Trail left by BlueWalker 3 over Kitt Peak National Observatory | KPNO/NOIRLab/IAU/SKAO/NSF/AURA/R. Sparks

Astronomers have raised concerns over a new satellite that is now one of the brightest objects in the night sky that could also hinder astrophotographers.

The BlueWalker 3 satellite from Texas-based AST SpaceMobile fully deployed its huge 693-foot communication array a couple of weeks ago. It is the largest antenna of any commercial communications satellite.

As more and more satellites are sent into Earth’s orbit they begin to obscure the night sky.

‘Dismayed at the Streaks on my Camera’s Sensor’

It’s been widely reported that SpaceX’s Starlink satellites have been photobombing astronomy pictures, causing satellite streaks to appear in images.

And astrophotographer Joshua Defibaugh tells PetaPixel that he is concerned about BlueWalker 3.

“The night sky is perhaps the last vestige of beauty in our changing world. The earth is warming at considerable rates, but it’s also getting brighter each year, between two and six percent each year by some estimates,” he says.

“Each time I venture out in a national park or dark sky site to photograph the Milky Way, I’m always dismayed at the streaks that cross my camera’s sensor. Planes and satellites fill the sky and there’s always an orange haze glowing in the distance.”

In January, the American Astronomical Society reported that “the number of affected images is increasing with time as SpaceX deploys more satellites.”

Data on the problem is still hard to come by, but it’s expected to get worse with more and more satellites being launched every year.

Warning

The International Astronomical Union (IAU) has now warned of the danger posed by the intense brightness emanating from the BlueWalker 3.

“[It] is a big shift in the constellation satellite issue and should give us all reason to pause,” says Piero Benvenuti, an astrophysicist at the University of Padova in Italy and an IAU representative.

The BlueWalker 3 satellite streaks above Kitt Peak National Observatory in Arizona | KPNO/NOIRLab/IAU/SKAO/NSF/AURA/R. Sparks

The IAU has outlined two main reasons why humans should worry about ultra-bright satellites.

The first is simply: “humanity’s ability to experience the natural night sky.”

The second is that astronomers are concerned that satellites are encroaching on their ability to carry out scientific studies.

“Astronomers build radio telescopes as far away as possible from human activity, looking for places on the planet where there is limited or no cell phone coverage,” explains SKAO Director-General Philip Diamon.

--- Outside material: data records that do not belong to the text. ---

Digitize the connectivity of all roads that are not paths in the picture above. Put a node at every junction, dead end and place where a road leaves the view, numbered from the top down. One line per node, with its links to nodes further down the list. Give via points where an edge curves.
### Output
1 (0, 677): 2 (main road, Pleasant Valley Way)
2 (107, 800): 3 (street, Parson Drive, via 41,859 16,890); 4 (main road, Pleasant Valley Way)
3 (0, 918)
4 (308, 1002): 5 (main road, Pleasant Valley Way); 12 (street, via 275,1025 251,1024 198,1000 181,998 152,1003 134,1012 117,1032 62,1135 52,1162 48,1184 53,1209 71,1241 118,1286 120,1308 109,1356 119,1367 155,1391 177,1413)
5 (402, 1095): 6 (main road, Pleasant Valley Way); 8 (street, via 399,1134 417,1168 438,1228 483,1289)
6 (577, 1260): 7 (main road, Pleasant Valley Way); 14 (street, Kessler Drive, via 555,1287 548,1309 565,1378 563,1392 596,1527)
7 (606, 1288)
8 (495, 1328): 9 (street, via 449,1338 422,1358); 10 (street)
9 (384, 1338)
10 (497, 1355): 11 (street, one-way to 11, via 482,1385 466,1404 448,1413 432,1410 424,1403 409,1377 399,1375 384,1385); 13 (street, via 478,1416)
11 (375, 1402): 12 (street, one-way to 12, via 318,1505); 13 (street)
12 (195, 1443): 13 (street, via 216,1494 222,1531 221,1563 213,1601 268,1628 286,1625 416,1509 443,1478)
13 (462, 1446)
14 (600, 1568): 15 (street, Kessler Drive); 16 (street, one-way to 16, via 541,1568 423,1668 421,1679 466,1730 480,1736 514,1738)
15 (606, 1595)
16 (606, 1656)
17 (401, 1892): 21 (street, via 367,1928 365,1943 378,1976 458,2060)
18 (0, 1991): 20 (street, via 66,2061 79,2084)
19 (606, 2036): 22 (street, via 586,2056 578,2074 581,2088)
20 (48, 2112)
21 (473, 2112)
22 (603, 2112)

“Frequencies allocated to cell phones are already challenging to observe even in radio-quiet zones we have created for our facilities. New satellites such as BlueWalker 3 have the potential to worsen this situation and compromise our ability to do science if not properly mitigated.”

A spokesperson for AST SpaceMobile responded to the IAU’s statement by pointing out that their mission is an attempt to “solve the major global problem of lack of connectivity, which affects billion of people around the world.”

“We are building the first and only space-based cellular broadband network — one that is designed to provide coverage to areas currently beyond the reach of today’s networks.

“Our planned network aims to connect devices around the world and support a universal good. Cellular broadband for more people globally would help ease poverty, support economic development, build a more equitable and diverse digital society, and save lives.”